A Yupoo album may be a catalog, not the final order page. Taobao, Weidian and 1688 pages may change options, titles or availability. Compare the row thumbnail, variant name and visible source details. A live link is not automatically the correct link.
6. Weight: could delivery wipe out the price advantage?
Use a range, not one confident number. Find out whether the visible weight is item-only, packed or estimated. Bulky shoes and jackets can be affected by box dimensions as well as scale weight.

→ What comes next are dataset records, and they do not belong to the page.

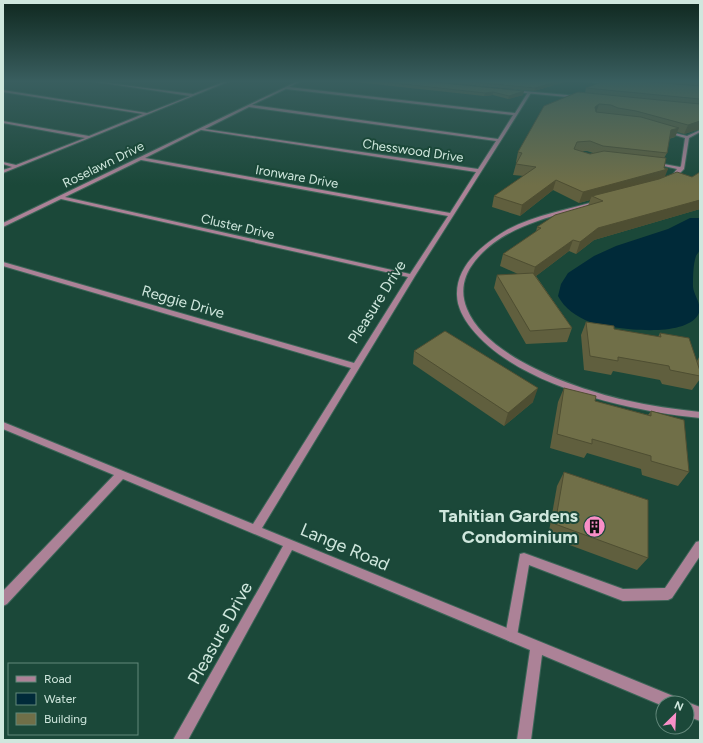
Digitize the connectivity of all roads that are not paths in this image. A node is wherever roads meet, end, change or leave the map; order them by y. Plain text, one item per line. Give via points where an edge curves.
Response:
1 (144, 116) edge
2 (228, 116) edge
3 (319, 116) edge
4 (514, 116) edge
5 (3, 122) edge
6 (200, 129) junction
7 (665, 131) edge
8 (700, 131) edge
9 (88, 137) junction
10 (688, 137) junction
11 (499, 140) junction
12 (140, 158) junction
13 (650, 163) edge
14 (3, 164) edge
15 (17, 167) junction
16 (682, 169) junction
17 (480, 171) junction
18 (3, 172) edge
19 (664, 182) edge
20 (59, 197) junction
21 (608, 199) edge
22 (451, 215) junction
23 (3, 225) edge
24 (3, 264) edge
25 (412, 276) junction
26 (356, 366) junction
27 (700, 415) edge
28 (3, 425) edge
29 (121, 474) junction
30 (255, 530) junction
31 (290, 544) junction
32 (700, 546) edge
33 (3, 600) edge
34 (511, 636) junction
35 (537, 647) junction
36 (655, 696) edge
37 (180, 740) edge
38 (524, 740) edge

1 - 9 street
2 - 6 street, Roselawn Drive
3 - 11 street
4 - 11 street, Pleasure Drive
5 - 9 street
6 - 12 street, Roselawn Drive
6 - 17 street, Chesswood Drive
7 - 10 street
8 - 10 street
9 - 15 street
10 - 16 street
11 - 17 street, Pleasure Drive
12 - 20 street, Roselawn Drive
12 - 22 street, Ironware Drive
13 - 16 street
14 - 15 street
15 - 18 street
16 - 19 street via 673,178
17 - 22 street, Pleasure Drive
20 - 23 street, Roselawn Drive
20 - 25 street, Cluster Drive
21 - 27 street via 532,222 509,232 478,253 465,272 460,285 459,294 468,321 482,337 510,359 540,374 613,400
22 - 25 street, Pleasure Drive
24 - 26 street, Reggie Drive
25 - 26 street, Pleasure Drive
26 - 30 street, Pleasure Drive
28 - 29 street, Lange Road
29 - 30 street, Lange Road
29 - 33 street
30 - 31 street, Lange Road
31 - 34 street, Lange Road
31 - 37 street, Pleasure Drive
32 - 34 street via 668,594 623,595 524,558
34 - 35 street, Lange Road
35 - 36 street, Lange Road
35 - 38 street

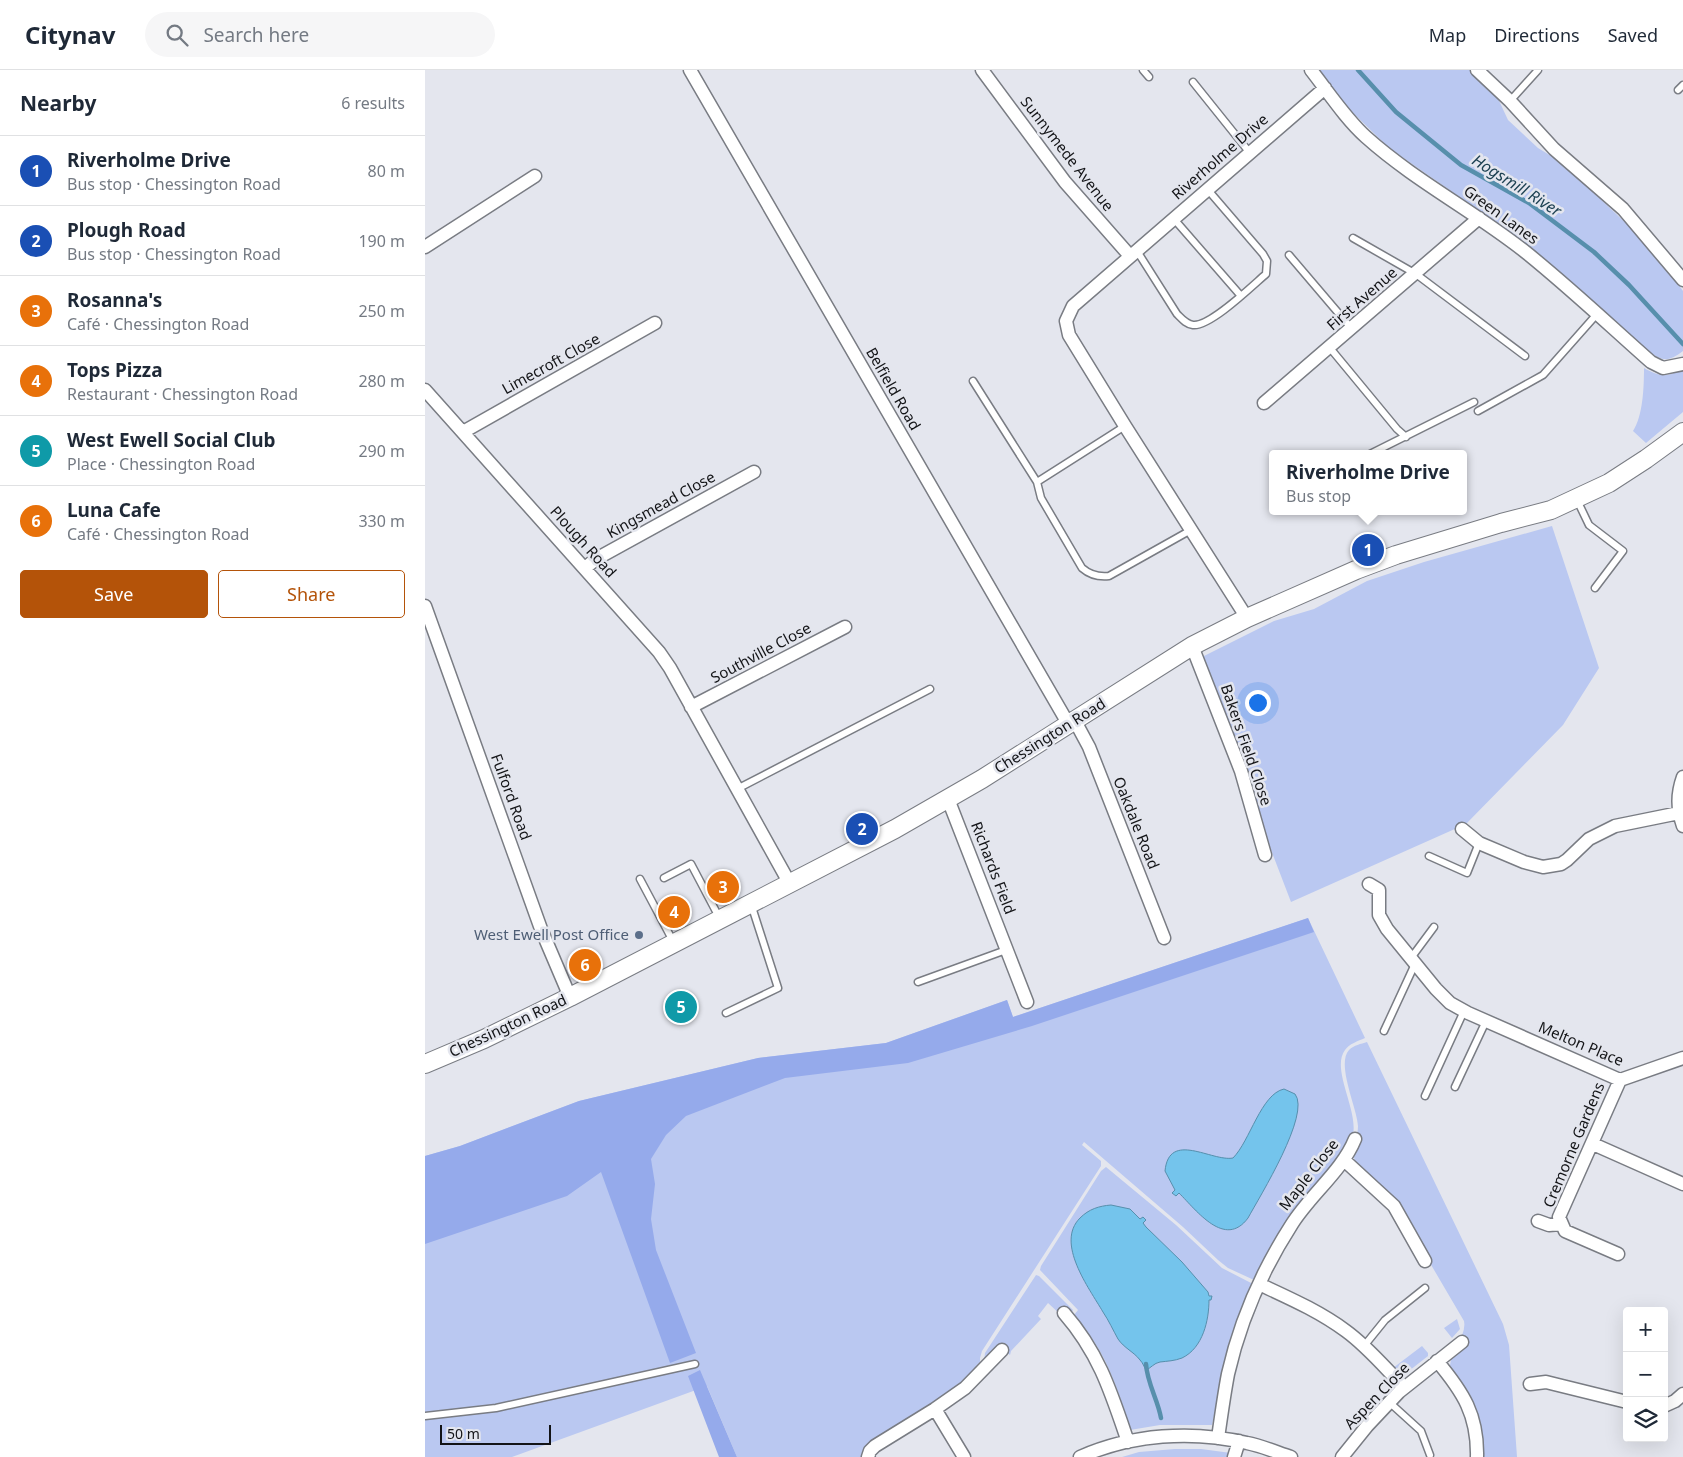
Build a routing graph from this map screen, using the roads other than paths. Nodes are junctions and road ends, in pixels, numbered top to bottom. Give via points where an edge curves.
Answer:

If delivery could change the value, keep the row in “compare” until you have a better estimate.
Know when to set the row aside
- The source opens a different product or category.
- The selected option does not exist or changes the expected price substantially.
- The size chart cannot be tied to the chosen variant.
- Photos hide the area most likely to change your mind.
- The page asks you to ignore the normal process and move to an unclear channel.
- Your only reason to save the row is popularity, urgency or a vague quality label.
One missing detail can be checked. Two important conflicts usually mean the row should wait for a clear explanation.
Worked example: a jacket row
Suppose a row shows a black jacket, size M, a low item price and five photos. The source page opens the same color, so the category and color match. The size chart lists a chest value of 116 cm, but the measuring diagram is absent. The photos show front, back and lining, while the weight field is blank.
| Pass | Finding | Status |
|---|---|---|
| Category | Jacket; compare fit, lining and bulk. | Matches |
| Option | Black, size M is selectable. | Matches |
| Photos | Front, back and lining are visible. | Matches |
| Measurements | 116 cm is shown; method is unclear. | Missing context |
| Source | Destination matches the item. | Matches |
| Weight | No item or packed estimate. | Missing |
The row is not an automatic reject. The next useful action is not to open twenty more jackets. It is to compare the chart method and estimate a realistic packed-weight range against one similar jacket.
Finish with a note you will understand later
Use one word—continue, compare or stop—and add the reason. “Looks good” will not help you tomorrow. “Compare: photos match, but the chart method and packed weight are unclear” will.